For the statistic nerds here, this may be a dumb question, but it confuses me:

Assume you have a set of data points and fit a straight line y = a + b x through them the usual way. Then you can determine the standard errors of the parameters a and b as well, i.e. s(a) and s(b).

Using these fit results, you can compute a forecast y* = a + b x*. According to Gauss' error propagation, the standard error of this forecast should be

OTOH, there is a 'standard error of the estimate' s(y^) = sy SQRT((n - 1)(1 - r²)/(n - 2)) with sy being the standard deviation of the y-values. This formula is said to describe the scattering of y of the data points around the fit line. Hence s(y^) is independent of x.

What is the correct formula for the standard error of the forecast y* ?
If s(y^) then why are you not allowed to apply Gauss here? Is it since a and b are not independent variables?
And I wonder why the error of the forecast should be constant over the entire range of x. I think it should increase when x* exceeds the range covered by the data points.

I looked through some statistics books but found noone really covering this topic (or I did miss it).

the formula for the variance of a forecasting value f is:
S(f)^2 = S(e)^2 * (1+(1/N) + (x0-mean(x))^2/sum(xi-mean(x))^2)
Whereas:
N = number of observations
mean(x) = arithmetic mean of x
x0 = value of x for which you want a forecast
Se^2 = sum(yi-(a+b*xi))^2/(N-2)
a is the constant, b the slope of the regression function.

The standard deviation is the root of that.

The reason why your formula is not correct is because the regression parameters a and b are correlated.

Attached you will find a small example.

Reference: Hill / Griffiths / Lim: Principles of Econometrics, Wiley 2008

your formula delivers the standard error of all y-values of the regression, one result for all y-values together (see the example in Excel).
The formula I posted delivers the standard error for one single value which may be in the data set of the regression analysis but may as well be an additional value not included in the regression analysis for a forecast. This is how I understood Walter's question.
It is clear that a formula for a forecast has to take into account explicitely the x0-value for which the forecast is done. The farer away the x0-value is from the mean of the x-values that are the basis for the regression analysis the greater the standard error gets.

Danke Raimund, merci Pierre, for confirming that Gauss can't be used here. With respect to the formula for S(f), I tend to Raimund's since it depends also on x in a plausible way.

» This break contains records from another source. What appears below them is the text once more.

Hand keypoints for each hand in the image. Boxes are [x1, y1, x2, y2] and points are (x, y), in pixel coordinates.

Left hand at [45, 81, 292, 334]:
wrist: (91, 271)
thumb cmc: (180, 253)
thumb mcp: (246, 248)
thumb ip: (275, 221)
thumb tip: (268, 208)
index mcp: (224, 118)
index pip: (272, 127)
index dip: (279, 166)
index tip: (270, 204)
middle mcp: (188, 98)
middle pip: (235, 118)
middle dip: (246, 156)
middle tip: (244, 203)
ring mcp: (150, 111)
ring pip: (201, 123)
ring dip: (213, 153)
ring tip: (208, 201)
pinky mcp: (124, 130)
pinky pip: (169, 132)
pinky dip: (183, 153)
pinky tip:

But I think S(e) shall be replaced by sy therein, doesn't it? Please compare https://de.wikipedia.org/wiki/Lineare_E ... Vorhersage. Though I observed more than once that different authors state different (statistical) formulas since they write and condense terms differently, making it difficult to find out whether those are actually identical or not.

s(e) should not be replaced by s(y). In the wikipedia article sigma is defined only implicitly. Under the headline "t-test" you see it is assumed that the error term is normally distributed with mean 0 and variance sigma^2. From this it is clear that the sigma used later is the standard deviation of the error term which I called s(e).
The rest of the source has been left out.